«O Varandim» é a primeira novela
do livro publicado pela Porto Editora, dotado, como habitualmente, de uma
riqueza vocabular inerente à marca identitária do autor.
A história passa-se num país
imaginário chamado Svidânia, que vive um ambiente muito similar ao do Império
Austro-Húngaro na viragem do século XIX para o século XX. Ou seja com a
tradição ainda muito vincada nas mentes, mas com as ideias progressistas a percorrerem
o seu caminho numa sociedade pouco ciente das transformações por que será em
breve obrigada a passar.
Será nesse ambiente que, um
conjunto de anarquistas, pouco experientes, falham um atentado contra o
grão-duque, vendo-se condenados à morte.
A exemplo da Roma Antiga, os
nobres e os burgueses da cidade têm pouco com que se divertirem, pelo que, uma
execução pública aguça obrigatoriamente a curiosidade.
O Varandim do título será, pois,
o da casa de um conde arruinado, Zoltan, de onde se poderá assistir ao
enforcamento dos revolucionários de uma localização privilegiada. Pode-se,
então, imaginar quão tormentosos se tornam os dias do bondoso Zoltan que
rejeita a pena de morte, mas não se consegue livrar de quem precisa da sua
cunha para comparecer ao grande acontecimento do ano.
É esse o enquadramento em que
nós, leitores, somos convidados a mudar de tempo e de lugar para nos evadirmos
para a demonstração prática de um conjunto de situações semelhantes às do nosso
próprio momento histórico. Com gente atraída pelo espetáculo e não pela sua
substância, incapaz de se libertar de preconceitos e de se querer valorizar ao
máximo no juízo alheio...
No «Ocaso em Carvangel» há um
jovem notário filho de um burguês falido que migra para a cidade. Uma mulher
jovem, filha de um alfaiate falido, procura casamento. Várias mulheres procuram
casamento. Vários homens sonham enquanto vivem de mãos nos bolsos vazios. E uma
cidade inteira espera pelo navio Maria Speranza que os leve a todos.
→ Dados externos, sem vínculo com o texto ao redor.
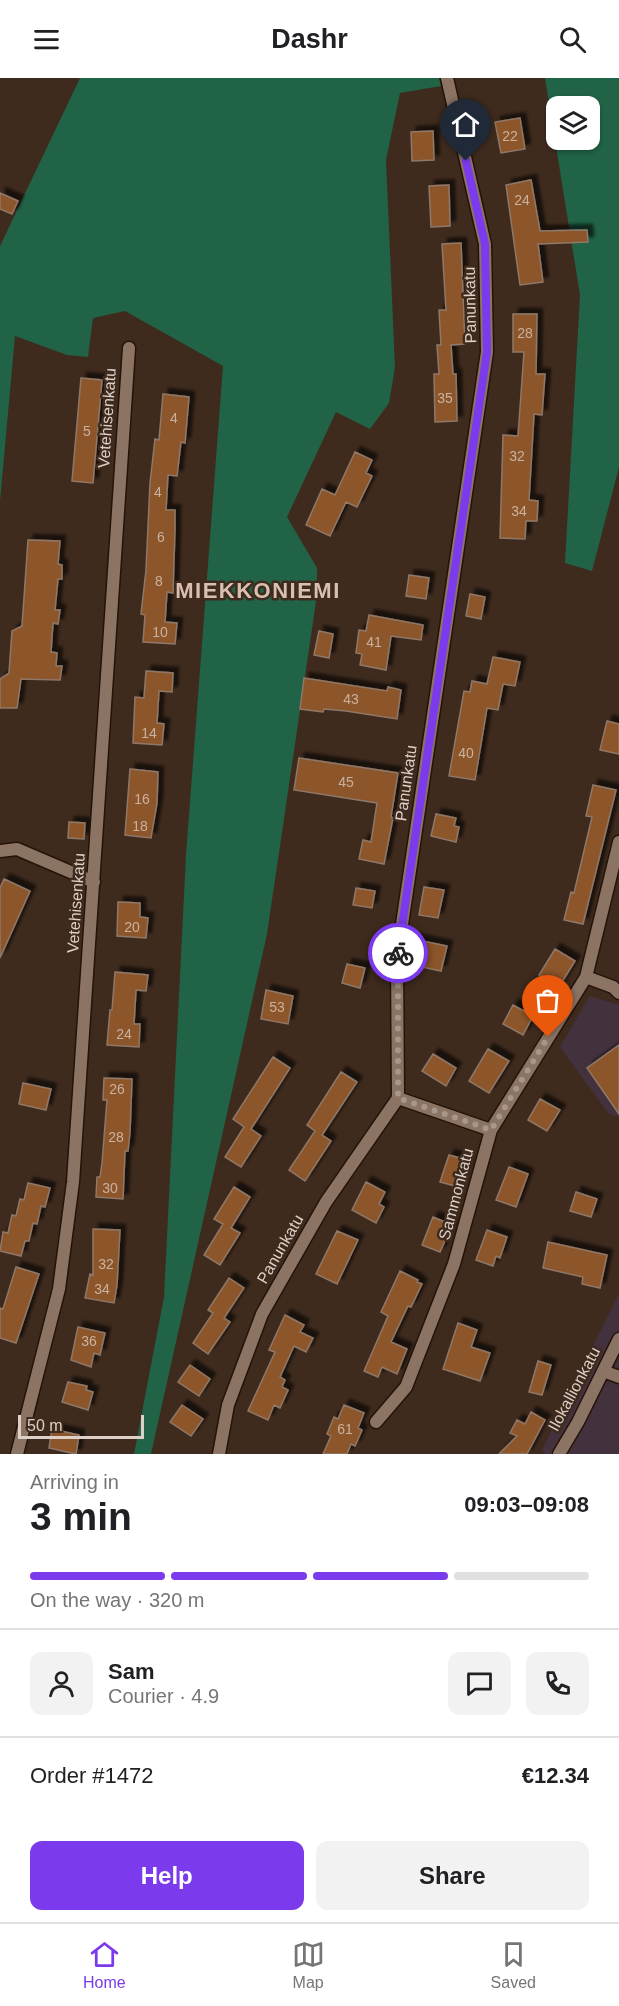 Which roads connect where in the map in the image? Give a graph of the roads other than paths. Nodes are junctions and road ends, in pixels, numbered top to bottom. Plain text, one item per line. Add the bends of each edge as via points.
1 (447, 78) edge
2 (129, 348) dead end
3 (619, 842) edge
4 (0, 850) edge
5 (94, 882) junction
6 (586, 977) junction
7 (619, 993) edge
8 (398, 1098) junction
9 (491, 1130) junction
10 (619, 1339) edge
11 (603, 1371) junction
12 (619, 1377) edge
13 (376, 1422) dead end
14 (17, 1454) edge
15 (219, 1454) edge
16 (558, 1454) edge

1 - 8 street, Panunkatu via 485,244 487,352 397,958
2 - 5 street, Vetehisenkatu
3 - 6 street, Sammonkatu
4 - 5 street via 17,849
5 - 14 street, Vetehisenkatu via 73,1182 59,1289
6 - 7 street
6 - 9 street, Sammonkatu
8 - 9 street
8 - 15 street, Panunkatu via 326,1202 262,1314 228,1405
9 - 13 street, Sammonkatu via 454,1264 406,1387
10 - 11 street, Ilokallionkatu
11 - 12 street
11 - 16 street, Ilokallionkatu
Todos sonham com o misterioso navio…
Entretanto os pescadores matam-se uns aos outros; as mulheres digladiam-se
pelos maridos; o assustador canhão da cidade nunca dispara; as espingardas
matam grifos e abutres; e o navio que tarda… Carvangel é esta terra de onde
todos sonham fugir…
Impossível resistir a Mário de
Carvalho…
Pedro Mendes
Comentários
Escrito num registo naturalmente diferente, mas a fazer lembrar esse grande romance de Raul Brandão: "Húmus".